El país tendría que estar preocupado si este episodio –lamentable y todo lo que se quiera, pero al final anecdótico- fuera un ensayo general de los tiempos que vienen. Porque el sistema -la institucionalidad, el país- así no funciona. Así más bien se despedaza. Y como el país progresa solo cuando hay acuerdos, alcanzarlos es un imperativo que la clase política no debiera dejar de tener en vista ni un solo minuto en el día.
El gobierno, claro, tiene el legítimo derecho a preguntarse hasta dónde quiere llegar en ese esfuerzo. Bien podría considerar que hay acuerdos que no le sirven, porque traicionarían su proyecto o su ADN ideológico. Está bien. Sin embargo, esos límites hay que tenerlos claro al entrar a negociar. No es cierto que todo acuerdo sea valioso o que un mal acuerdo sea siempre preferible al conflicto. Pero también está claro que la alternativa de la ruptura del diálogo político y de la confrontación constante es un escenario de terror, porque conduce al bloqueo.
La Moneda va a necesitar mucha serenidad para definir estos márgenes, que es lo que no ha tenido desde el ajuste de gabinete. No es solo el Presidente, sino todo su gobierno, el que tendrá que controlar mejor su ansiedad.
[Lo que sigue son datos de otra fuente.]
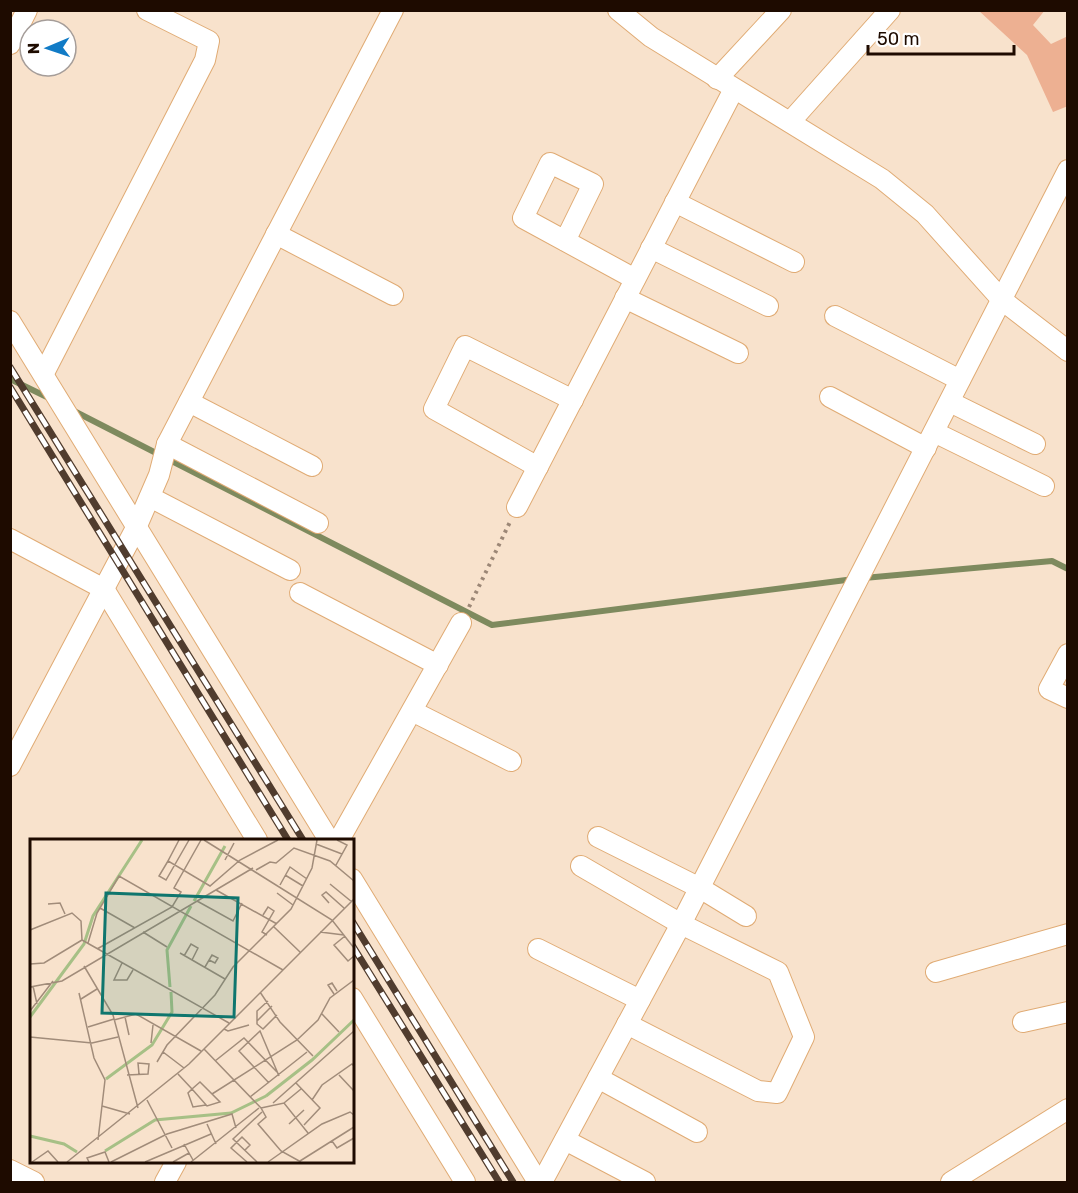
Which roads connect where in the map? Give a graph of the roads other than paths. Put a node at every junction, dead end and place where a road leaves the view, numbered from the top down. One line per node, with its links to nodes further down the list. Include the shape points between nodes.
1 (27, 10): 7 (street)
2 (147, 10): 25 (street, via 208,41 205,60)
3 (393, 10): 12 (street)
4 (618, 10): 8 (street, via 651,38)
5 (782, 10): 8 (street)
6 (890, 10): 9 (street)
7 (12, 38)
8 (725, 84): 9 (street); 11 (street)
9 (790, 122): 19 (street, via 882,179 916,207)
10 (1068, 170): 19 (street)
11 (675, 201): 14 (street); 15 (street)
12 (276, 234): 17 (street); 29 (street)
13 (565, 241): 16 (street)
14 (651, 248): 16 (street); 20 (street)
15 (794, 262)
16 (635, 279): 18 (street)
17 (393, 295)
18 (626, 298): 24 (street); 28 (street)
19 (1002, 300): 23 (street); 26 (street)
20 (768, 306)
21 (835, 316): 26 (street)
22 (10, 321): 25 (street)
23 (1068, 351)
24 (738, 353)
25 (44, 373): 40 (street)
26 (960, 380): 30 (street)
27 (830, 397): 31 (street)
28 (573, 400): 35 (street); 35 (street, via 465,346 434,409)
29 (189, 402): 32 (street); 34 (street)
30 (950, 402): 31 (street); 33 (street)
31 (930, 440): 36 (street); 58 (street)
32 (166, 444): 37 (street); 39 (street)
33 (1035, 444)
34 (312, 466)
35 (538, 467): 38 (street)
36 (1044, 486)
37 (150, 498): 40 (street); 42 (street)
38 (517, 507)
39 (318, 523)
40 (136, 528): 43 (street); 54 (street)
41 (10, 539): 43 (street)
42 (290, 570)
43 (104, 589): 51 (street); 53 (street)
44 (300, 593): 47 (street)
45 (462, 623): 47 (street)
46 (1068, 654): 48 (street, via 1049,689)
47 (438, 665): 49 (street)
48 (1068, 698)
49 (412, 711): 50 (street); 55 (street)
50 (511, 761)
51 (10, 766)
52 (598, 837): 58 (street)
53 (256, 839)
54 (328, 839)
55 (340, 839)
56 (581, 867): 60 (street)
57 (354, 882): 78 (street)
58 (699, 888): 59 (street); 60 (street)
59 (747, 916)
60 (681, 924): 64 (street); 68 (street, via 778,972 804,1037 777,1093 758,1091)
61 (1068, 934): 63 (street)
62 (538, 949): 64 (street)
63 (936, 972)
64 (640, 1000): 68 (street)
65 (354, 1001): 77 (street)
66 (1068, 1012): 67 (street)
67 (1023, 1022)
68 (627, 1024): 69 (street)
69 (598, 1078): 71 (street); 72 (street)
70 (1068, 1109): 80 (street)
71 (697, 1132)
72 (565, 1140): 78 (street); 79 (street)
73 (175, 1163): 76 (street)
74 (10, 1170): 75 (street)
75 (34, 1182)
76 (165, 1182)
77 (465, 1182)
78 (540, 1182)
79 (645, 1182)
80 (951, 1182)

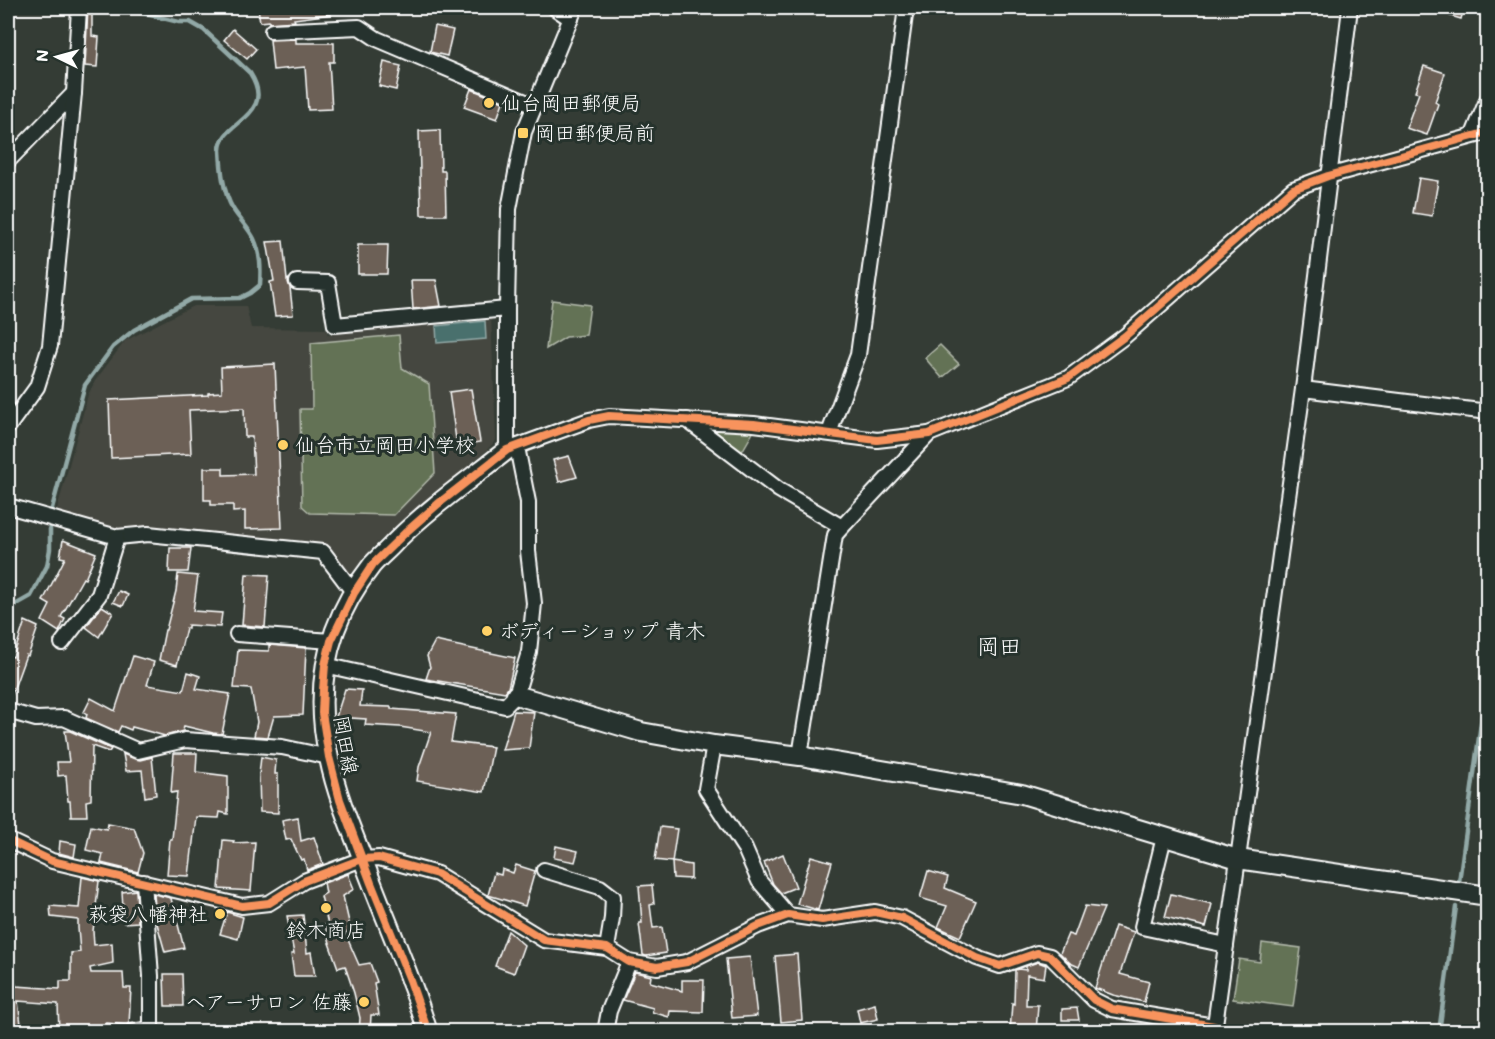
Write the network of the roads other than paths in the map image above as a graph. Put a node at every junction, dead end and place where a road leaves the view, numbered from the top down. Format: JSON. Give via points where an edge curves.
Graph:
{"nodes":[{"id":1,"x":79,"y":8,"type":"edge"},
{"id":2,"x":555,"y":8,"type":"edge"},
{"id":3,"x":906,"y":8,"type":"edge"},
{"id":4,"x":1350,"y":8,"type":"edge"},
{"id":5,"x":573,"y":13,"type":"edge"},
{"id":6,"x":272,"y":31,"type":"dead end"},
{"id":7,"x":74,"y":93,"type":"junction"},
{"id":8,"x":1488,"y":98,"type":"edge"},
{"id":9,"x":535,"y":106,"type":"junction"},
{"id":10,"x":1488,"y":132,"type":"edge"},
{"id":11,"x":1473,"y":135,"type":"junction"},
{"id":12,"x":8,"y":161,"type":"edge"},
{"id":13,"x":1328,"y":176,"type":"junction"},
{"id":14,"x":297,"y":282,"type":"dead end"},
{"id":15,"x":507,"y":309,"type":"junction"},
{"id":16,"x":1302,"y":389,"type":"junction"},
{"id":17,"x":1488,"y":412,"type":"edge"},
{"id":18,"x":687,"y":420,"type":"junction"},
{"id":19,"x":8,"y":428,"type":"edge"},
{"id":20,"x":829,"y":433,"type":"junction"},
{"id":21,"x":929,"y":434,"type":"junction"},
{"id":22,"x":512,"y":448,"type":"junction"},
{"id":23,"x":8,"y":506,"type":"edge"},
{"id":24,"x":842,"y":527,"type":"junction"},
{"id":25,"x":117,"y":537,"type":"junction"},
{"id":26,"x":354,"y":592,"type":"junction"},
{"id":27,"x":237,"y":634,"type":"dead end"},
{"id":28,"x":331,"y":641,"type":"junction"},
{"id":29,"x":62,"y":644,"type":"dead end"},
{"id":30,"x":326,"y":665,"type":"junction"},
{"id":31,"x":516,"y":695,"type":"junction"},
{"id":32,"x":8,"y":711,"type":"edge"},
{"id":33,"x":714,"y":745,"type":"junction"},
{"id":34,"x":800,"y":756,"type":"junction"},
{"id":35,"x":328,"y":757,"type":"junction"},
{"id":36,"x":1164,"y":837,"type":"junction"},
{"id":37,"x":8,"y":840,"type":"edge"},
{"id":38,"x":362,"y":859,"type":"junction"},
{"id":39,"x":1238,"y":859,"type":"junction"},
{"id":40,"x":544,"y":870,"type":"dead end"},
{"id":41,"x":144,"y":882,"type":"junction"},
{"id":42,"x":1488,"y":896,"type":"edge"},
{"id":43,"x":788,"y":915,"type":"junction"},
{"id":44,"x":1226,"y":945,"type":"junction"},
{"id":45,"x":607,"y":948,"type":"junction"},
{"id":46,"x":629,"y":962,"type":"junction"},
{"id":47,"x":1214,"y":1029,"type":"edge"},
{"id":48,"x":151,"y":1030,"type":"edge"},
{"id":49,"x":132,"y":1032,"type":"edge"},
{"id":50,"x":428,"y":1032,"type":"edge"},
{"id":51,"x":605,"y":1032,"type":"edge"}],
"edges":[{"from":1,"to":7,"type":"street"},
{"from":2,"to":5,"type":"street"},
{"from":3,"to":20,"type":"street","via":[[858,354]]},
{"from":4,"to":13,"type":"street"},
{"from":5,"to":9,"type":"street"},
{"from":6,"to":9,"type":"street","via":[[359,27],[377,39]]},
{"from":7,"to":12,"type":"street"},
{"from":7,"to":19,"type":"street","via":[[51,346],[37,387]]},
{"from":8,"to":11,"type":"street"},
{"from":9,"to":15,"type":"street","via":[[524,132],[509,209]]},
{"from":10,"to":11,"type":"street"},
{"from":11,"to":13,"type":"street"},
{"from":13,"to":16,"type":"street"},
{"from":13,"to":21,"type":"street","via":[[1293,189],[1125,336],[1068,378]]},
{"from":14,"to":15,"type":"street","via":[[328,283],[335,326]]},
{"from":15,"to":22,"type":"street"},
{"from":16,"to":17,"type":"street"},
{"from":16,"to":39,"type":"street"},
{"from":18,"to":20,"type":"street"},
{"from":18,"to":22,"type":"street","via":[[609,416]]},
{"from":18,"to":24,"type":"street","via":[[779,490]]},
{"from":20,"to":21,"type":"street","via":[[877,440]]},
{"from":21,"to":24,"type":"street"},
{"from":22,"to":26,"type":"street","name":"岡田線","via":[[405,533],[373,564]]},
{"from":22,"to":31,"type":"street","via":[[528,502],[534,603],[529,652]]},
{"from":23,"to":25,"type":"street"},
{"from":24,"to":34,"type":"street","via":[[835,535]]},
{"from":25,"to":26,"type":"street","via":[[148,534],[323,552]]},
{"from":25,"to":29,"type":"street","via":[[99,595]]},
{"from":26,"to":28,"type":"street","name":"岡田線"},
{"from":27,"to":28,"type":"street"},
{"from":28,"to":30,"type":"street","name":"岡田線"},
{"from":30,"to":31,"type":"street","via":[[505,706]]},
{"from":30,"to":35,"type":"street","name":"岡田線","via":[[322,712]]},
{"from":31,"to":33,"type":"street","via":[[641,732]]},
{"from":32,"to":35,"type":"street","via":[[36,719],[64,718],[138,751],[185,740],[282,747]]},
{"from":33,"to":34,"type":"street"},
{"from":33,"to":43,"type":"street","via":[[706,789],[746,849],[759,881]]},
{"from":34,"to":36,"type":"street","via":[[1022,794]]},
{"from":35,"to":38,"type":"street","name":"岡田線"},
{"from":36,"to":39,"type":"street"},
{"from":36,"to":44,"type":"street","via":[[1142,927]]},
{"from":37,"to":41,"type":"street","via":[[52,861]]},
{"from":38,"to":41,"type":"street","via":[[304,881],[269,903],[242,906]]},
{"from":38,"to":45,"type":"street","via":[[379,858],[437,874],[544,940]]},
{"from":38,"to":50,"type":"street","name":"岡田線"},
{"from":39,"to":42,"type":"street"},
{"from":39,"to":44,"type":"street"},
{"from":40,"to":45,"type":"street","via":[[600,887],[613,897]]},
{"from":41,"to":48,"type":"street"},
{"from":43,"to":46,"type":"street","via":[[687,962],[657,967]]},
{"from":43,"to":47,"type":"street","via":[[822,920],[875,912],[902,918],[999,966],[1043,954],[1050,956],[1094,1000],[1112,1009]]},
{"from":44,"to":47,"type":"street"},
{"from":45,"to":46,"type":"street"},
{"from":46,"to":51,"type":"street","via":[[609,1011]]},
{"from":48,"to":49,"type":"street"}]}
El manejo de la crisis ambiental ocurrida en Quintero dejó ver esta semana muchas debilidades asociadas a la precipitación y a un protagonismo innecesario. El resultado es que todo lo que el Mandatario había aprendido a contenerse en sus primeros cuatro meses de gobierno ahora está en riesgo. Se trata de un efecto clásico. Los actores políticos, en general, aprenden a cuidarse muy temprano de los adversarios que tienen al frente. Pero se cuidan poco de sus propios impulsos y atolondramientos, en circunstancias que pueden ser tan corrosivos como las más torvas estrategias opositoras.